## Problem details
Select all lines holding the word "Makamba" from the entries that follow.

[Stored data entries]
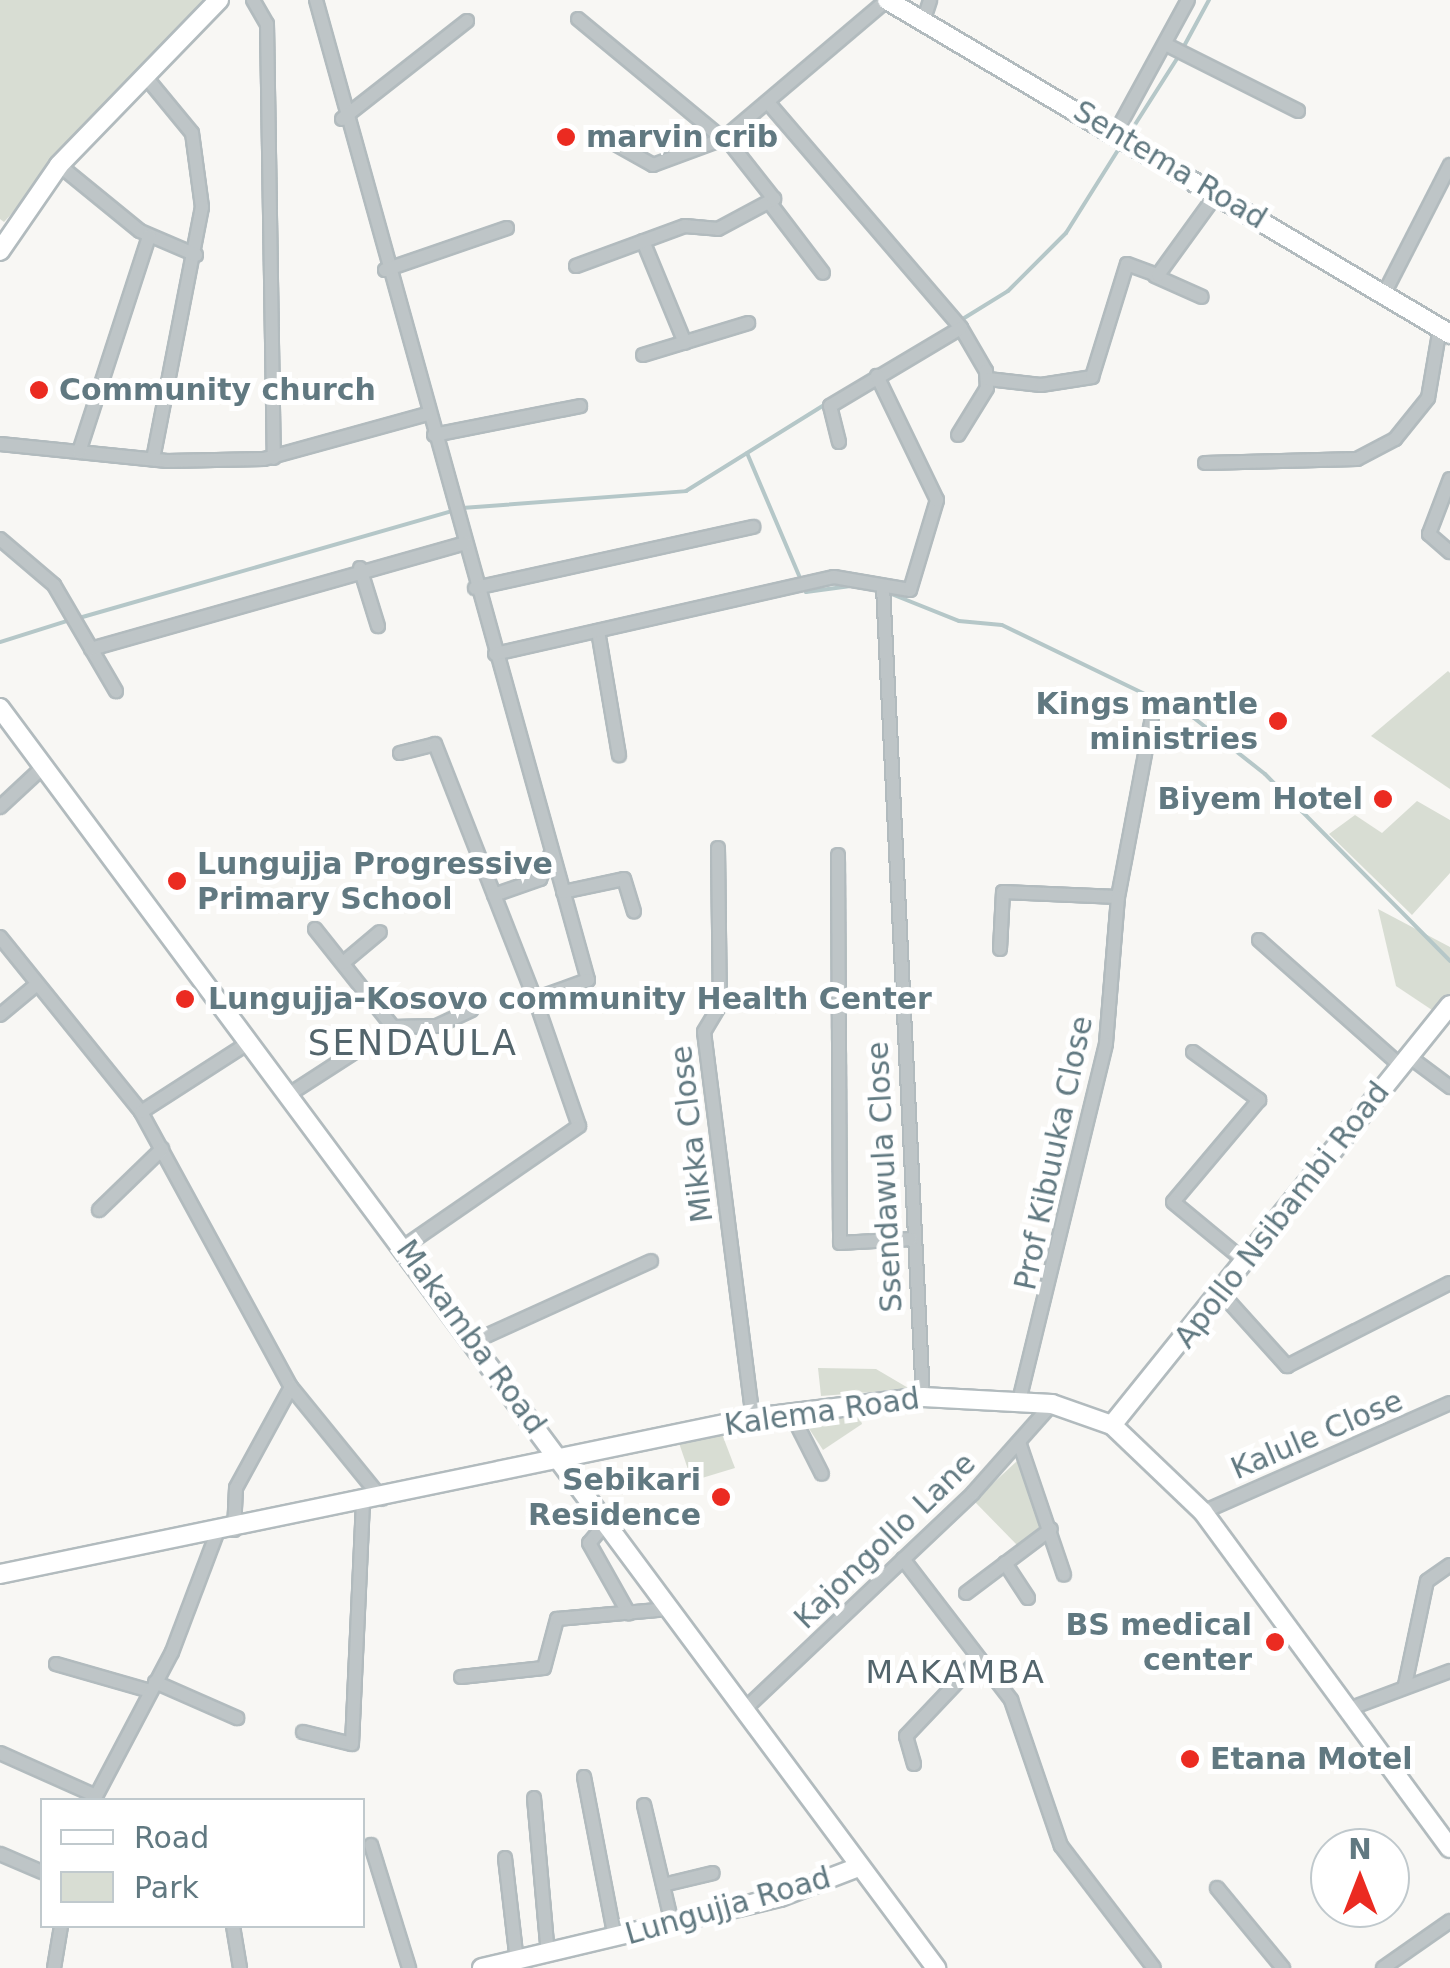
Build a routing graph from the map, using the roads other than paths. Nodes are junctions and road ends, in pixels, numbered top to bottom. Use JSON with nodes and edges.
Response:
{"nodes":[{"id":1,"x":219,"y":0,"type":"edge"},
{"id":2,"x":252,"y":0,"type":"edge"},
{"id":3,"x":316,"y":0,"type":"edge"},
{"id":4,"x":887,"y":0,"type":"edge"},
{"id":5,"x":930,"y":0,"type":"edge"},
{"id":6,"x":1188,"y":0,"type":"edge"},
{"id":7,"x":578,"y":20,"type":"dead end"},
{"id":8,"x":468,"y":21,"type":"dead end"},
{"id":9,"x":923,"y":22,"type":"junction"},
{"id":10,"x":1166,"y":44,"type":"junction"},
{"id":11,"x":144,"y":76,"type":"junction"},
{"id":12,"x":771,"y":106,"type":"junction"},
{"id":13,"x":1298,"y":111,"type":"dead end"},
{"id":14,"x":342,"y":119,"type":"junction"},
{"id":15,"x":1116,"y":132,"type":"junction"},
{"id":16,"x":724,"y":139,"type":"junction"},
{"id":17,"x":612,"y":142,"type":"dead end"},
{"id":18,"x":59,"y":165,"type":"junction"},
{"id":19,"x":1450,"y":165,"type":"edge"},
{"id":20,"x":1218,"y":192,"type":"junction"},
{"id":21,"x":769,"y":202,"type":"junction"},
{"id":22,"x":507,"y":228,"type":"dead end"},
{"id":23,"x":149,"y":236,"type":"junction"},
{"id":24,"x":2,"y":240,"type":"edge"},
{"id":25,"x":643,"y":241,"type":"junction"},
{"id":26,"x":196,"y":255,"type":"junction"},
{"id":27,"x":576,"y":266,"type":"dead end"},
{"id":28,"x":386,"y":270,"type":"junction"},
{"id":29,"x":822,"y":272,"type":"dead end"},
{"id":30,"x":1155,"y":276,"type":"junction"},
{"id":31,"x":1384,"y":294,"type":"junction"},
{"id":32,"x":1202,"y":296,"type":"dead end"},
{"id":33,"x":748,"y":323,"type":"dead end"},
{"id":34,"x":956,"y":323,"type":"junction"},
{"id":35,"x":1445,"y":331,"type":"edge"},
{"id":36,"x":685,"y":343,"type":"junction"},
{"id":37,"x":643,"y":355,"type":"dead end"},
{"id":38,"x":878,"y":376,"type":"junction"},
{"id":39,"x":988,"y":379,"type":"junction"},
{"id":40,"x":580,"y":406,"type":"dead end"},
{"id":41,"x":427,"y":414,"type":"junction"},
{"id":42,"x":958,"y":434,"type":"dead end"},
{"id":43,"x":434,"y":435,"type":"junction"},
{"id":44,"x":839,"y":442,"type":"dead end"},
{"id":45,"x":0,"y":444,"type":"edge"},
{"id":46,"x":79,"y":452,"type":"junction"},
{"id":47,"x":274,"y":458,"type":"junction"},
{"id":48,"x":153,"y":460,"type":"junction"},
{"id":49,"x":1206,"y":463,"type":"dead end"},
{"id":50,"x":1450,"y":478,"type":"edge"},
{"id":51,"x":753,"y":527,"type":"dead end"},
{"id":52,"x":0,"y":539,"type":"edge"},
{"id":53,"x":465,"y":544,"type":"junction"},
{"id":54,"x":1450,"y":552,"type":"edge"},
{"id":55,"x":360,"y":568,"type":"junction"},
{"id":56,"x":475,"y":588,"type":"junction"},
{"id":57,"x":883,"y":592,"type":"junction"},
{"id":58,"x":378,"y":626,"type":"dead end"},
{"id":59,"x":598,"y":631,"type":"junction"},
{"id":60,"x":91,"y":649,"type":"junction"},
{"id":61,"x":495,"y":654,"type":"junction"},
{"id":62,"x":116,"y":692,"type":"dead end"},
{"id":63,"x":0,"y":708,"type":"edge"},
{"id":64,"x":1152,"y":716,"type":"dead end"},
{"id":65,"x":400,"y":753,"type":"dead end"},
{"id":66,"x":619,"y":755,"type":"dead end"},
{"id":67,"x":43,"y":767,"type":"junction"},
{"id":68,"x":0,"y":807,"type":"edge"},
{"id":69,"x":718,"y":848,"type":"dead end"},
{"id":70,"x":552,"y":852,"type":"junction"},
{"id":71,"x":838,"y":855,"type":"dead end"},
{"id":72,"x":563,"y":892,"type":"junction"},
{"id":73,"x":494,"y":895,"type":"junction"},
{"id":74,"x":1118,"y":897,"type":"junction"},
{"id":75,"x":634,"y":912,"type":"dead end"},
{"id":76,"x":315,"y":929,"type":"dead end"},
{"id":77,"x":380,"y":932,"type":"dead end"},
{"id":78,"x":0,"y":937,"type":"edge"},
{"id":79,"x":1260,"y":940,"type":"dead end"},
{"id":80,"x":1000,"y":949,"type":"dead end"},
{"id":81,"x":342,"y":964,"type":"junction"},
{"id":82,"x":36,"y":984,"type":"junction"},
{"id":83,"x":534,"y":999,"type":"junction"},
{"id":84,"x":1450,"y":1004,"type":"edge"},
{"id":85,"x":472,"y":1010,"type":"dead end"},
{"id":86,"x":0,"y":1015,"type":"edge"},
{"id":87,"x":393,"y":1027,"type":"junction"},
{"id":88,"x":248,"y":1043,"type":"junction"},
{"id":89,"x":1194,"y":1052,"type":"dead end"},
{"id":90,"x":1404,"y":1060,"type":"junction"},
{"id":91,"x":1450,"y":1087,"type":"edge"},
{"id":92,"x":288,"y":1095,"type":"junction"},
{"id":93,"x":142,"y":1112,"type":"junction"},
{"id":94,"x":162,"y":1149,"type":"junction"},
{"id":95,"x":98,"y":1210,"type":"dead end"},
{"id":96,"x":911,"y":1238,"type":"junction"},
{"id":97,"x":405,"y":1246,"type":"junction"},
{"id":98,"x":651,"y":1262,"type":"dead end"},
{"id":99,"x":1248,"y":1263,"type":"junction"},
{"id":100,"x":1450,"y":1283,"type":"edge"},
{"id":101,"x":1223,"y":1294,"type":"junction"},
{"id":102,"x":477,"y":1340,"type":"junction"},
{"id":103,"x":292,"y":1387,"type":"junction"},
{"id":104,"x":923,"y":1396,"type":"junction"},
{"id":105,"x":1020,"y":1398,"type":"junction"},
{"id":106,"x":1052,"y":1404,"type":"junction"},
{"id":107,"x":1450,"y":1404,"type":"edge"},
{"id":108,"x":791,"y":1412,"type":"junction"},
{"id":109,"x":753,"y":1418,"type":"junction"},
{"id":110,"x":1112,"y":1425,"type":"junction"},
{"id":111,"x":1019,"y":1442,"type":"junction"},
{"id":112,"x":562,"y":1461,"type":"junction"},
{"id":113,"x":822,"y":1474,"type":"dead end"},
{"id":114,"x":383,"y":1501,"type":"junction"},
{"id":115,"x":363,"y":1505,"type":"junction"},
{"id":116,"x":1204,"y":1512,"type":"junction"},
{"id":117,"x":606,"y":1523,"type":"junction"},
{"id":118,"x":1051,"y":1529,"type":"junction"},
{"id":119,"x":226,"y":1531,"type":"junction"},
{"id":120,"x":903,"y":1560,"type":"junction"},
{"id":121,"x":1006,"y":1564,"type":"junction"},
{"id":122,"x":1450,"y":1565,"type":"edge"},
{"id":123,"x":0,"y":1574,"type":"edge"},
{"id":124,"x":1064,"y":1574,"type":"dead end"},
{"id":125,"x":966,"y":1593,"type":"dead end"},
{"id":126,"x":1028,"y":1598,"type":"dead end"},
{"id":127,"x":669,"y":1609,"type":"junction"},
{"id":128,"x":630,"y":1614,"type":"junction"},
{"id":129,"x":980,"y":1659,"type":"junction"},
{"id":130,"x":56,"y":1664,"type":"dead end"},
{"id":131,"x":1450,"y":1670,"type":"edge"},
{"id":132,"x":461,"y":1676,"type":"dead end"},
{"id":133,"x":1405,"y":1685,"type":"junction"},
{"id":134,"x":152,"y":1686,"type":"junction"},
{"id":135,"x":1354,"y":1707,"type":"junction"},
{"id":136,"x":746,"y":1708,"type":"junction"},
{"id":137,"x":237,"y":1718,"type":"dead end"},
{"id":138,"x":303,"y":1732,"type":"dead end"},
{"id":139,"x":0,"y":1753,"type":"edge"},
{"id":140,"x":914,"y":1764,"type":"dead end"},
{"id":141,"x":584,"y":1777,"type":"dead end"},
{"id":142,"x":93,"y":1798,"type":"edge"},
{"id":143,"x":96,"y":1798,"type":"edge"},
{"id":144,"x":534,"y":1798,"type":"dead end"},
{"id":145,"x":644,"y":1805,"type":"dead end"},
{"id":146,"x":372,"y":1845,"type":"dead end"},
{"id":147,"x":1450,"y":1848,"type":"edge"},
{"id":148,"x":0,"y":1854,"type":"edge"},
{"id":149,"x":504,"y":1858,"type":"dead end"},
{"id":150,"x":856,"y":1868,"type":"junction"},
{"id":151,"x":40,"y":1871,"type":"edge"},
{"id":152,"x":712,"y":1872,"type":"dead end"},
{"id":153,"x":664,"y":1885,"type":"junction"},
{"id":154,"x":1216,"y":1888,"type":"dead end"},
{"id":155,"x":1450,"y":1921,"type":"edge"},
{"id":156,"x":672,"y":1922,"type":"junction"},
{"id":157,"x":61,"y":1928,"type":"edge"},
{"id":158,"x":233,"y":1928,"type":"edge"},
{"id":159,"x":615,"y":1938,"type":"junction"},
{"id":160,"x":548,"y":1954,"type":"junction"},
{"id":161,"x":517,"y":1961,"type":"junction"},
{"id":162,"x":54,"y":1968,"type":"edge"},
{"id":163,"x":240,"y":1968,"type":"edge"},
{"id":164,"x":409,"y":1968,"type":"edge"},
{"id":165,"x":482,"y":1968,"type":"edge"},
{"id":166,"x":936,"y":1968,"type":"edge"},
{"id":167,"x":1154,"y":1968,"type":"edge"},
{"id":168,"x":1283,"y":1968,"type":"edge"},
{"id":169,"x":1383,"y":1968,"type":"edge"}],
"edges":[{"from":1,"to":11,"type":"street"},
{"from":2,"to":47,"type":"street"},
{"from":3,"to":14,"type":"street"},
{"from":4,"to":9,"type":"street","name":"Sentema Road"},
{"from":4,"to":12,"type":"street"},
{"from":5,"to":9,"type":"street"},
{"from":6,"to":10,"type":"street"},
{"from":7,"to":16,"type":"street"},
{"from":8,"to":14,"type":"street"},
{"from":9,"to":15,"type":"street","name":"Sentema Road"},
{"from":10,"to":13,"type":"street"},
{"from":10,"to":15,"type":"street"},
{"from":11,"to":18,"type":"street"},
{"from":11,"to":26,"type":"street"},
{"from":12,"to":16,"type":"street"},
{"from":12,"to":34,"type":"street"},
{"from":14,"to":28,"type":"street"},
{"from":15,"to":20,"type":"street","name":"Sentema Road"},
{"from":16,"to":17,"type":"street"},
{"from":16,"to":21,"type":"street"},
{"from":18,"to":23,"type":"street"},
{"from":18,"to":24,"type":"street"},
{"from":19,"to":31,"type":"street"},
{"from":20,"to":30,"type":"street"},
{"from":20,"to":31,"type":"street","name":"Sentema Road"},
{"from":21,"to":25,"type":"street"},
{"from":21,"to":29,"type":"street"},
{"from":22,"to":28,"type":"street"},
{"from":23,"to":26,"type":"street"},
{"from":23,"to":46,"type":"street"},
{"from":25,"to":27,"type":"street"},
{"from":25,"to":36,"type":"street"},
{"from":26,"to":48,"type":"street"},
{"from":28,"to":41,"type":"street"},
{"from":30,"to":32,"type":"street"},
{"from":30,"to":39,"type":"street"},
{"from":31,"to":35,"type":"street","name":"Sentema Road"},
{"from":33,"to":36,"type":"street"},
{"from":34,"to":38,"type":"street"},
{"from":34,"to":39,"type":"street"},
{"from":35,"to":49,"type":"street"},
{"from":36,"to":37,"type":"street"},
{"from":38,"to":44,"type":"street"},
{"from":38,"to":57,"type":"street"},
{"from":39,"to":42,"type":"street"},
{"from":40,"to":43,"type":"street"},
{"from":41,"to":43,"type":"street"},
{"from":41,"to":47,"type":"street"},
{"from":43,"to":53,"type":"street"},
{"from":45,"to":46,"type":"street"},
{"from":46,"to":48,"type":"street"},
{"from":47,"to":48,"type":"street"},
{"from":50,"to":54,"type":"street"},
{"from":51,"to":56,"type":"street"},
{"from":52,"to":60,"type":"street"},
{"from":53,"to":55,"type":"street"},
{"from":53,"to":56,"type":"street"},
{"from":55,"to":58,"type":"street"},
{"from":55,"to":60,"type":"street"},
{"from":56,"to":61,"type":"street"},
{"from":57,"to":59,"type":"street"},
{"from":57,"to":96,"type":"street","name":"Ssendawula Close"},
{"from":59,"to":61,"type":"street"},
{"from":59,"to":66,"type":"street"},
{"from":60,"to":62,"type":"street"},
{"from":61,"to":70,"type":"street"},
{"from":63,"to":67,"type":"street","name":"Makamba Road"},
{"from":64,"to":74,"type":"street","name":"Prof Kibuuka Close"},
{"from":65,"to":73,"type":"street"},
{"from":67,"to":68,"type":"street"},
{"from":67,"to":88,"type":"street","name":"Makamba Road"},
{"from":69,"to":109,"type":"street","name":"Mikka Close"},
{"from":70,"to":72,"type":"street"},
{"from":70,"to":73,"type":"street"},
{"from":71,"to":96,"type":"street"},
{"from":72,"to":75,"type":"street"},
{"from":72,"to":83,"type":"street"},
{"from":73,"to":83,"type":"street"},
{"from":74,"to":80,"type":"street"},
{"from":74,"to":105,"type":"street","name":"Prof Kibuuka Close"},
{"from":76,"to":81,"type":"street"},
{"from":77,"to":81,"type":"street"},
{"from":78,"to":82,"type":"street"},
{"from":79,"to":90,"type":"street"},
{"from":81,"to":87,"type":"street"},
{"from":82,"to":86,"type":"street"},
{"from":82,"to":93,"type":"street"},
{"from":83,"to":97,"type":"street"},
{"from":84,"to":90,"type":"street","name":"Apollo Nsibambi Road"},
{"from":85,"to":87,"type":"street"},
{"from":87,"to":92,"type":"street"},
{"from":88,"to":92,"type":"street","name":"Makamba Road"},
{"from":88,"to":93,"type":"street"},
{"from":89,"to":99,"type":"street"},
{"from":90,"to":91,"type":"street"},
{"from":90,"to":99,"type":"street","name":"Apollo Nsibambi Road"},
{"from":92,"to":97,"type":"street","name":"Makamba Road"},
{"from":93,"to":94,"type":"street"},
{"from":94,"to":95,"type":"street"},
{"from":94,"to":103,"type":"street"},
{"from":96,"to":104,"type":"street","name":"Ssendawula Close"},
{"from":97,"to":102,"type":"street","name":"Makamba Road"},
{"from":98,"to":102,"type":"street"},
{"from":99,"to":101,"type":"street","name":"Apollo Nsibambi Road"},
{"from":100,"to":101,"type":"street"},
{"from":101,"to":110,"type":"street","name":"Apollo Nsibambi Road"},
{"from":102,"to":112,"type":"street","name":"Makamba Road"},
{"from":103,"to":114,"type":"street"},
{"from":103,"to":119,"type":"street"},
{"from":104,"to":105,"type":"street","name":"Kalema Road"},
{"from":104,"to":108,"type":"street","name":"Kalema Road"},
{"from":105,"to":106,"type":"street","name":"Kalema Road"},
{"from":106,"to":110,"type":"street","name":"Kalema Road"},
{"from":106,"to":111,"type":"street","name":"Kajongollo Lane"},
{"from":107,"to":116,"type":"street","name":"Kalule Close"},
{"from":108,"to":109,"type":"street","name":"Kalema Road"},
{"from":108,"to":113,"type":"street"},
{"from":109,"to":112,"type":"street","name":"Kalema Road"},
{"from":110,"to":116,"type":"street","name":"Kalema Road"},
{"from":111,"to":118,"type":"street"},
{"from":111,"to":120,"type":"street","name":"Kajongollo Lane"},
{"from":112,"to":114,"type":"street","name":"Kalema Road"},
{"from":112,"to":117,"type":"street","name":"Makamba Road"},
{"from":114,"to":115,"type":"street","name":"Kalema Road"},
{"from":115,"to":119,"type":"street","name":"Kalema Road"},
{"from":115,"to":138,"type":"street"},
{"from":116,"to":135,"type":"street","name":"Kalema Road"},
{"from":117,"to":127,"type":"street","name":"Makamba Road"},
{"from":117,"to":128,"type":"street"},
{"from":118,"to":121,"type":"street"},
{"from":118,"to":124,"type":"street"},
{"from":119,"to":123,"type":"street","name":"Kalema Road"},
{"from":119,"to":134,"type":"street"},
{"from":120,"to":129,"type":"street"},
{"from":120,"to":136,"type":"street","name":"Kajongollo Lane"},
{"from":121,"to":125,"type":"street"},
{"from":121,"to":126,"type":"street"},
{"from":122,"to":133,"type":"street"},
{"from":127,"to":128,"type":"street"},
{"from":127,"to":136,"type":"street","name":"Makamba Road"},
{"from":128,"to":132,"type":"street"},
{"from":129,"to":140,"type":"street"},
{"from":129,"to":167,"type":"street"},
{"from":130,"to":134,"type":"street"},
{"from":131,"to":133,"type":"street"},
{"from":133,"to":135,"type":"street"},
{"from":134,"to":137,"type":"street"},
{"from":134,"to":143,"type":"street"},
{"from":135,"to":147,"type":"street","name":"Kalema Road"},
{"from":136,"to":150,"type":"street","name":"Makamba Road"},
{"from":139,"to":142,"type":"street"},
{"from":141,"to":159,"type":"street"},
{"from":144,"to":160,"type":"street"},
{"from":145,"to":153,"type":"street"},
{"from":146,"to":164,"type":"street"},
{"from":148,"to":151,"type":"street"},
{"from":149,"to":161,"type":"street"},
{"from":150,"to":156,"type":"street","name":"Lungujja Road"},
{"from":150,"to":166,"type":"street","name":"Makamba Road"},
{"from":152,"to":153,"type":"street"},
{"from":153,"to":156,"type":"street"},
{"from":154,"to":168,"type":"street"},
{"from":155,"to":169,"type":"street"},
{"from":156,"to":159,"type":"street","name":"Lungujja Road"},
{"from":157,"to":162,"type":"street"},
{"from":158,"to":163,"type":"street"},
{"from":159,"to":160,"type":"street","name":"Lungujja Road"},
{"from":160,"to":161,"type":"street","name":"Lungujja Road"},
{"from":161,"to":165,"type":"street","name":"Lungujja Road"}]}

## Response box
{"from":63,"to":67,"type":"street","name":"Makamba Road"},
{"from":67,"to":88,"type":"street","name":"Makamba Road"},
{"from":88,"to":92,"type":"street","name":"Makamba Road"},
{"from":92,"to":97,"type":"street","name":"Makamba Road"},
{"from":97,"to":102,"type":"street","name":"Makamba Road"},
{"from":102,"to":112,"type":"street","name":"Makamba Road"},
{"from":112,"to":117,"type":"street","name":"Makamba Road"},
{"from":117,"to":127,"type":"street","name":"Makamba Road"},
{"from":127,"to":136,"type":"street","name":"Makamba Road"},
{"from":136,"to":150,"type":"street","name":"Makamba Road"},
{"from":150,"to":166,"type":"street","name":"Makamba Road"},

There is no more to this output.